Blocked from the ballot
Appellate court ruling bars three Green Party candidates from list of voters’ choices in November as result of failure to pay filing fees
An appellate court on Wednesday blocked three Green Party candidates from the November ballot because they failed to pay candidate filing fees.
The candidates are David Collins, who was running for Senate; Tom Wakely, who was running for the 21st Congressional District, and Katija “Kat” Gruene, who was running for the Railroad Commission. The legal challenge was filed by their Democratic opponents: MJ Hegar, Wendy Davis and Chrysta Castañeda, respectively.
Two members of a three-judge panel of the court sided with the Democrats late Wednesday.
In their majority opinion, Justice Thomas Baker wrote that Wakely, Gruene and Collins are ineligible to appear on the ballot and compelled the Green Party to “take all steps within their authority” to ensure they don’t appear on the ballot. Due to the time sensitivity, Baker said the court would not entertain motions for a rehearing.

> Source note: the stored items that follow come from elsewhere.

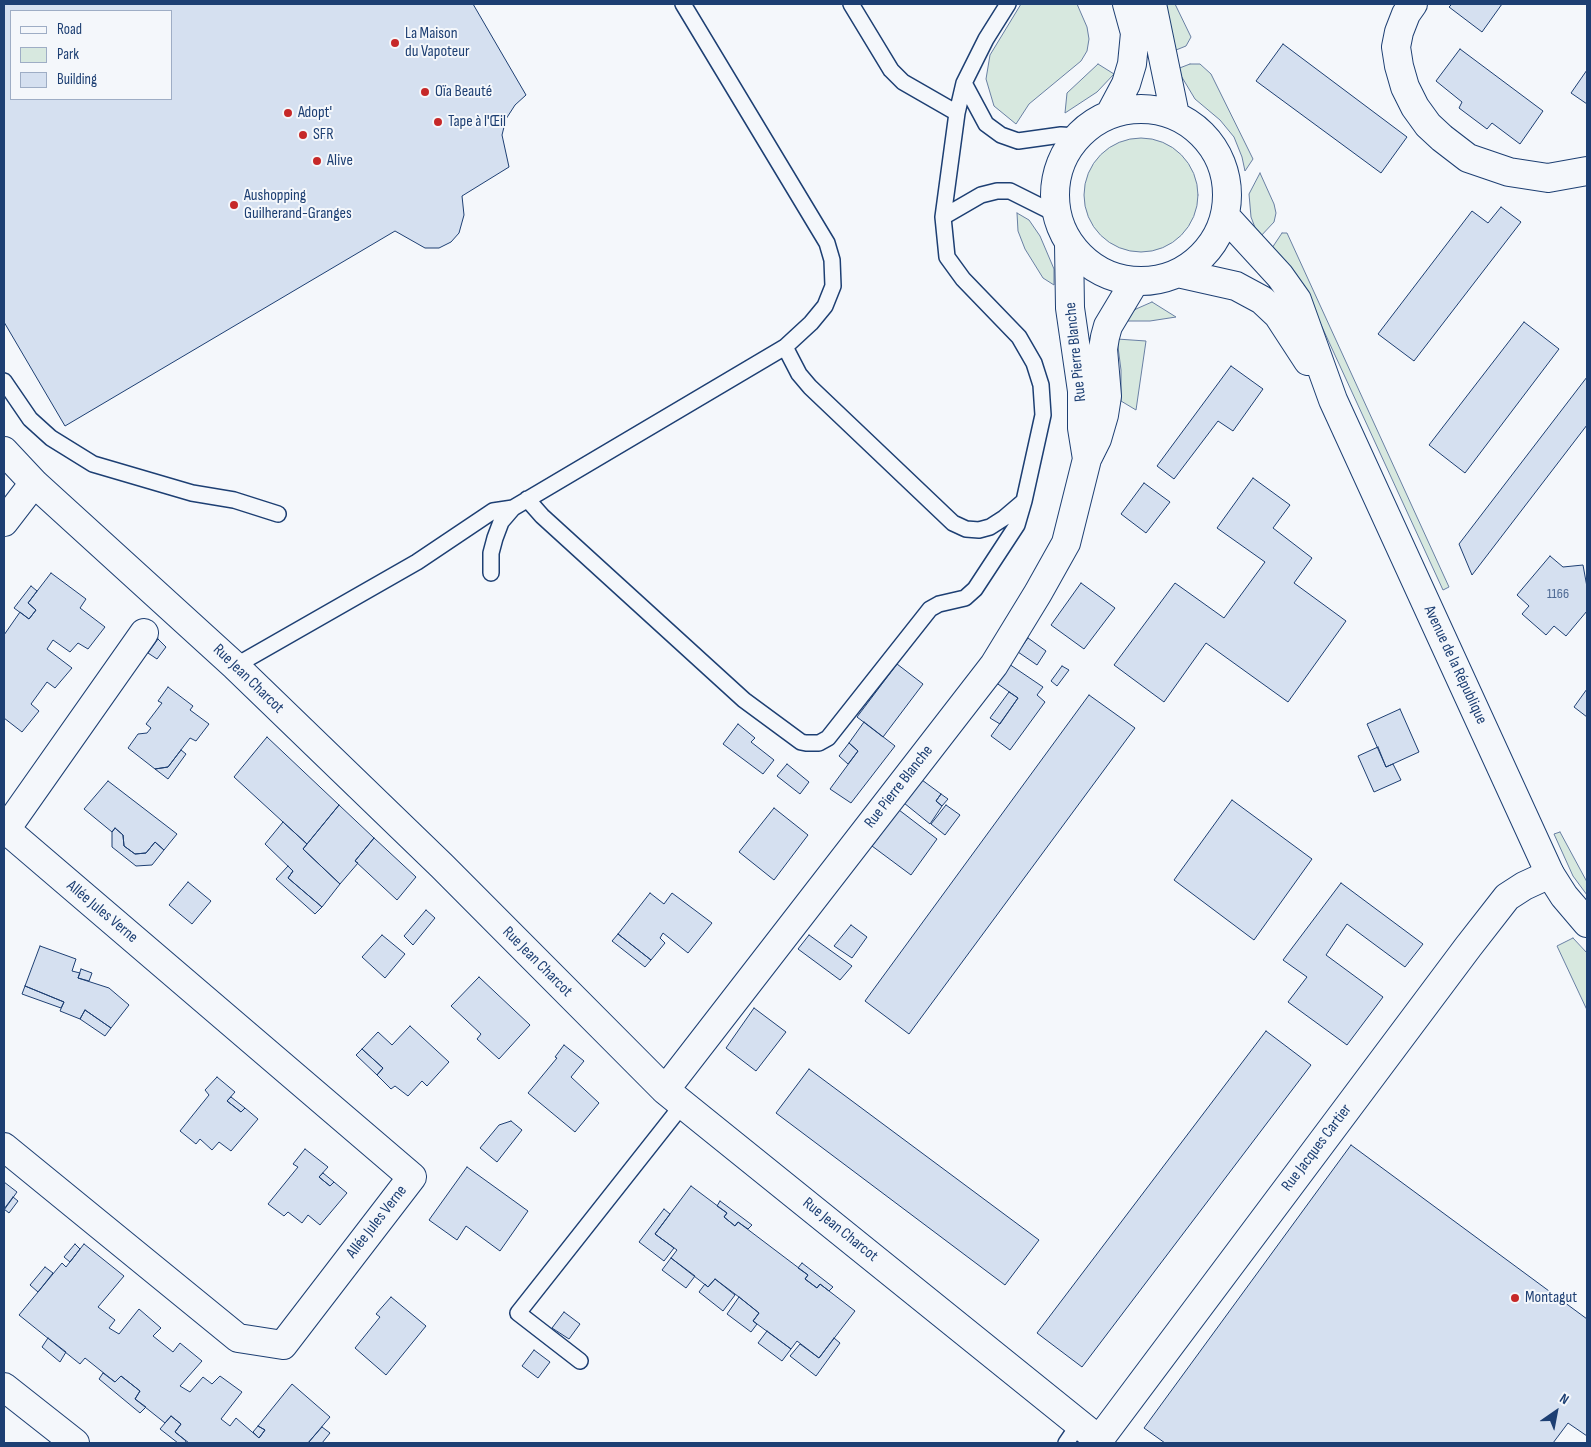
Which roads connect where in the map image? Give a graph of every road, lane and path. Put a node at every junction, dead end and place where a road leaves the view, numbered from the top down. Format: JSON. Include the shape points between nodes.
{"nodes":[{"id":1,"x":683,"y":4,"type":"edge"},
{"id":2,"x":851,"y":4,"type":"edge"},
{"id":3,"x":1008,"y":4,"type":"edge"},
{"id":4,"x":1127,"y":4,"type":"edge"},
{"id":5,"x":1152,"y":4,"type":"edge"},
{"id":6,"x":1413,"y":4,"type":"edge"},
{"id":7,"x":964,"y":83,"type":"junction"},
{"id":8,"x":957,"y":113,"type":"junction"},
{"id":9,"x":1110,"y":114,"type":"junction"},
{"id":10,"x":1175,"y":115,"type":"junction"},
{"id":11,"x":1077,"y":136,"type":"junction"},
{"id":12,"x":1587,"y":171,"type":"edge"},
{"id":13,"x":1056,"y":214,"type":"junction"},
{"id":14,"x":1225,"y":216,"type":"junction"},
{"id":15,"x":943,"y":217,"type":"junction"},
{"id":16,"x":1070,"y":244,"type":"junction"},
{"id":17,"x":1178,"y":274,"type":"junction"},
{"id":18,"x":1135,"y":281,"type":"junction"},
{"id":19,"x":785,"y":347,"type":"junction"},
{"id":20,"x":4,"y":381,"type":"edge"},
{"id":21,"x":1333,"y":400,"type":"junction"},
{"id":22,"x":4,"y":451,"type":"edge"},
{"id":23,"x":1087,"y":459,"type":"junction"},
{"id":24,"x":34,"y":484,"type":"junction"},
{"id":25,"x":527,"y":499,"type":"junction"},
{"id":26,"x":1024,"y":501,"type":"junction"},
{"id":27,"x":513,"y":508,"type":"junction"},
{"id":28,"x":278,"y":514,"type":"dead end"},
{"id":29,"x":4,"y":522,"type":"edge"},
{"id":30,"x":491,"y":573,"type":"dead end"},
{"id":31,"x":144,"y":633,"type":"dead end"},
{"id":32,"x":235,"y":666,"type":"junction"},
{"id":33,"x":4,"y":830,"type":"edge"},
{"id":34,"x":1550,"y":874,"type":"junction"},
{"id":35,"x":1587,"y":923,"type":"edge"},
{"id":36,"x":674,"y":1097,"type":"junction"},
{"id":37,"x":4,"y":1147,"type":"edge"},
{"id":38,"x":580,"y":1361,"type":"dead end"},
{"id":39,"x":4,"y":1387,"type":"edge"},
{"id":40,"x":1087,"y":1438,"type":"edge"},
{"id":41,"x":75,"y":1443,"type":"edge"}],
"edges":[{"from":1,"to":19,"type":"lane","via":[[827,243],[832,260],[833,286],[826,306]]},
{"from":2,"to":8,"type":"lane","via":[[891,70],[902,82]]},
{"from":3,"to":7,"type":"lane"},
{"from":4,"to":9,"type":"street","via":[[1135,33],[1132,64],[1126,84]]},
{"from":5,"to":10,"type":"street"},
{"from":6,"to":12,"type":"street","via":[[1406,14],[1396,47],[1405,87],[1428,125],[1468,158],[1509,172],[1548,178]]},
{"from":7,"to":8,"type":"lane"},
{"from":7,"to":11,"type":"lane","via":[[986,124],[1001,135],[1018,141]]},
{"from":8,"to":15,"type":"lane"},
{"from":9,"to":10,"type":"street","via":[[1154,109]]},
{"from":9,"to":11,"type":"street"},
{"from":10,"to":14,"type":"street","via":[[1204,135],[1222,164],[1228,198]]},
{"from":11,"to":13,"type":"street","via":[[1068,147],[1057,172],[1054,186]]},
{"from":13,"to":15,"type":"lane","via":[[1010,191],[997,191],[981,195]]},
{"from":13,"to":16,"type":"street"},
{"from":14,"to":17,"type":"street","via":[[1213,244],[1203,256]]},
{"from":14,"to":21,"type":"street","name":"Avenue de la République","via":[[1280,276],[1297,300]]},
{"from":15,"to":26,"type":"lane","via":[[947,256],[963,279],[1019,338],[1034,362],[1041,385],[1043,415]]},
{"from":16,"to":18,"type":"street","via":[[1098,270]]},
{"from":16,"to":23,"type":"street","name":"Rue Pierre Blanche","via":[[1070,308],[1082,392],[1082,428]]},
{"from":17,"to":18,"type":"street"},
{"from":17,"to":21,"type":"street","name":"Avenue de la République","via":[[1236,286],[1262,300],[1278,315]]},
{"from":18,"to":23,"type":"street","name":"Rue Pierre Blanche","via":[[1108,326],[1105,337],[1107,396],[1097,439]]},
{"from":19,"to":25,"type":"lane"},
{"from":19,"to":26,"type":"lane","via":[[810,387],[953,523],[966,529],[990,527]]},
{"from":20,"to":28,"type":"lane","via":[[30,419],[51,438],[93,464]]},
{"from":21,"to":34,"type":"street","name":"Avenue de la République"},
{"from":22,"to":24,"type":"street","name":"Rue Jean Charcot"},
{"from":23,"to":36,"type":"street","name":"Rue Pierre Blanche","via":[[1066,543],[994,665]]},
{"from":24,"to":29,"type":"street"},
{"from":24,"to":32,"type":"street","name":"Rue Jean Charcot"},
{"from":25,"to":26,"type":"lane","via":[[744,700],[801,742],[819,743],[828,738],[930,609],[965,598],[975,589],[1016,525]]},
{"from":25,"to":27,"type":"lane"},
{"from":27,"to":30,"type":"lane","via":[[501,522],[495,538]]},
{"from":27,"to":32,"type":"lane","via":[[493,511],[416,562]]},
{"from":31,"to":33,"type":"street","name":"Allée Jules Verne"},
{"from":32,"to":36,"type":"street","name":"Rue Jean Charcot"},
{"from":33,"to":37,"type":"street","name":"Allée Jules Verne","via":[[412,1177],[283,1345],[238,1338]]},
{"from":34,"to":35,"type":"street","name":"Avenue de la République"},
{"from":34,"to":40,"type":"street","name":"Rue Jacques Cartier","via":[[1508,897]]},
{"from":36,"to":38,"type":"lane","via":[[518,1313]]},
{"from":36,"to":40,"type":"street","name":"Rue Jean Charcot"},
{"from":39,"to":41,"type":"street"}]}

Chief Justice Jeff Rose dissented, saying providing no other explanation than that relief was “not appropriate based on the record before us.”
Aug. 28 is the deadline for the Texas Secretary of State to certify the names of party nominees for statewide and district offices for placement on the Nov. 3 ballot. The Green Party candidates can no longer file as write-in candidates, as the deadline to declare was Monday.

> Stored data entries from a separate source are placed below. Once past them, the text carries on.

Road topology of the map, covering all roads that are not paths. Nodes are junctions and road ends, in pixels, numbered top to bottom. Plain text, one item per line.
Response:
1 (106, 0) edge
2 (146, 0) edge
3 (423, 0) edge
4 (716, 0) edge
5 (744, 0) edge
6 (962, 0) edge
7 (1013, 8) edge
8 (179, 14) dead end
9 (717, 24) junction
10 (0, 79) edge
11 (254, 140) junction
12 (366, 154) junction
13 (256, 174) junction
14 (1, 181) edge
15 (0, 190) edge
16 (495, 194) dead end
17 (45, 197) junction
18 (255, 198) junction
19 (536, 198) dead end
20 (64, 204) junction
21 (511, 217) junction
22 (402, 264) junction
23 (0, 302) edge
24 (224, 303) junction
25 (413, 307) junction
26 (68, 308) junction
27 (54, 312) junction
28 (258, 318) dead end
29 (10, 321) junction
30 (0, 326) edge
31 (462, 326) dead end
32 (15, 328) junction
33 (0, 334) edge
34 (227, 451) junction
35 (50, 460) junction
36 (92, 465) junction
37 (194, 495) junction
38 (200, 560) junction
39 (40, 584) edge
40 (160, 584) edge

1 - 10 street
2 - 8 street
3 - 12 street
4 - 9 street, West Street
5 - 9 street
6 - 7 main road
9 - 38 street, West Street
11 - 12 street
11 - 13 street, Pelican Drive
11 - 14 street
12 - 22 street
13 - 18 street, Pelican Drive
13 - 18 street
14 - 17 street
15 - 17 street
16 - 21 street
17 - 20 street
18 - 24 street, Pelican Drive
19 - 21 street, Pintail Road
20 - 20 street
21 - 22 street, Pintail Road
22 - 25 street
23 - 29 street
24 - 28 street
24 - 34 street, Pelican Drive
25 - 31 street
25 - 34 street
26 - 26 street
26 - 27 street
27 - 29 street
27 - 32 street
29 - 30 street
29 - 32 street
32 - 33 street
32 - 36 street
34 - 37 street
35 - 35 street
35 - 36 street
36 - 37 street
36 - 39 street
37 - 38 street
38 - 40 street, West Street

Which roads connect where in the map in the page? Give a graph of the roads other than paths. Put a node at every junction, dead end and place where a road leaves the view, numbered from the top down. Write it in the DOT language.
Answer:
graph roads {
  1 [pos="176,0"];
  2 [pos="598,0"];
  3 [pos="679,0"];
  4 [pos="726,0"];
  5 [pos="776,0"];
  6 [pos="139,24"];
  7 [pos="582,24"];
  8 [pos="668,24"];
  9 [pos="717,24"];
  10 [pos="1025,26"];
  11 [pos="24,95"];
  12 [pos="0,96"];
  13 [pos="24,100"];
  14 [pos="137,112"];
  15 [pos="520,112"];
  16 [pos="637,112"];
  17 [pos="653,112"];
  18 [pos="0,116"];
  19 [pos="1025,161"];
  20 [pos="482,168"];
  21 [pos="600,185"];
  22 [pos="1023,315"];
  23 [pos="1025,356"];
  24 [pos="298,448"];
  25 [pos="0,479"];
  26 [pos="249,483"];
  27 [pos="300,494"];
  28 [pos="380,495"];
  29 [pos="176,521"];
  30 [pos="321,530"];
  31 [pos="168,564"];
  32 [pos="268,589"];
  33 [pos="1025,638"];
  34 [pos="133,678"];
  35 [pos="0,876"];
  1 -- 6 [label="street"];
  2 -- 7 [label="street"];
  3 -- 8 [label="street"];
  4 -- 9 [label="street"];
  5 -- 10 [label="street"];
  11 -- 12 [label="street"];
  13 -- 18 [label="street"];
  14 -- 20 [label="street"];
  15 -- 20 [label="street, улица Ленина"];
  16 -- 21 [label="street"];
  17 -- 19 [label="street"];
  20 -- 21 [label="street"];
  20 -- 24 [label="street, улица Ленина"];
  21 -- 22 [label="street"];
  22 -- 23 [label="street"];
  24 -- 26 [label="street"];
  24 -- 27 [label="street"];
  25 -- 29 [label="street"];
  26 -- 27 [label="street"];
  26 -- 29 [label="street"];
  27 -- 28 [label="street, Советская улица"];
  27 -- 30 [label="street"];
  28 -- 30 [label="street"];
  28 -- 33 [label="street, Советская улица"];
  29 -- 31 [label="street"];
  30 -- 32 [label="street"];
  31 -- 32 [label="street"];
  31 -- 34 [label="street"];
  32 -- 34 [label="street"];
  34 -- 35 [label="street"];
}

Earlier Wednesday, in another suit filed by Hegar and the Democratic Senatorial and Congressional Campaign committees, a Travis County district judge had temporarily blocked Collins and Wakely from being certified.
The Green Party, which promotes environmental, anti-war and social justices causes, is often accused of siphoning votes from Democratic candidates, while the Libertarian Party, which advocates for individual rights, is blamed for taking away Republican votes , though the data seldom bears out that point.
Davis’ campaign declined to comment. Hegar’s campaign did not respond to a request for comment. Randy Howry, Hegar’s lawyer in the Travis County case, referred questions about the impetus for the suit to attorney Alexi Velez, who was not available for comment.
Castañeda said the suit was a matter of fairness and that the timing was “based on the fact that the Green Party tactics only recently came to light.”
“I and my fellow candidates worked very hard to get on the ballot, and the statute is clear for all of us,” she said, adding that if the candidates didn’t want to or couldn’t pay the fee, they “could have acquired the signatures to petition to be on the ballot but chose not to do so.”
Third-party groups have chafed at that idea because they say the petition-collection process is also costly.
In 2019, the Legislature passed House Bill 2504, which required minor-party candidates to submit the same number of petitions or filing fee as major-party candidates. Months after it was enacted, the Green Party, Libertarian Party and other third parties and candidates filed two suits, one in federal court and one in state court, seeking to overturn the requirement. One is still pending in federal court, and a second is still pending before an appellate court.
Wakely ran as a Democrat for the same 21st Congressional district seat in 2016 and lost by a 21point margin to then-Republican incumbent Lamar Smith. Gruene ran for Democratic State Rep. Eddie Rodriguez’s District 50 seat in 2016 and got 13 percent of the vote.
Just two of eight Green Party statewide and district candidates have paid filing fees, according to the Secretary of State. The fee in Texas is $5,000 to run for U.S. Senate, $3,125 for the U.S. House and $3,750 for the Railroad Commission. Fifty-three of 70 Libertarian candidates have paid theirs.
Wakely said it was clear to him that the last-minute pile-on of lawsuits was a coordinated strategy to eliminate competition. He added that it was curious that Libertarian candidates, including the one in his 21st District race, Arthur DiBianca, who also did not pay fees, were facing similar scrutiny.
Gruene added that the last-minute nature of the case also seems to be part of the Democrats’ strategy, as it leaves the Green candidates without many options for relief.
Charles Waterbury, a lawyer for the Green Party candidates, agreed that the timing seemed like a tactic and said Democrats should have raised the issue sooner.
“The Democrats waited so long for what I would argue is kind of an artificial emergency,” Waterbury said. “If this is such a huge deal, if keeping the juggernaut that is the Green Party off the ballot is so important, this is something they should have filed way before. … They know the difficulty faced by a party like the Greens is basically insurmountable.”
Gruene said she views the suit against her in the same way as Wakely.
“It’s a way to siderail a campaign to shift into dealing with legal matters instead of campaigning,” Gruene said. “The Democratic Party has always seen the Green Party as their opposition, and they, from 2001 until today, have used lawsuits as a way to bankrupt candidates, bankrupt parties and prevent voters from having the choice of voting for Green Party candidates.”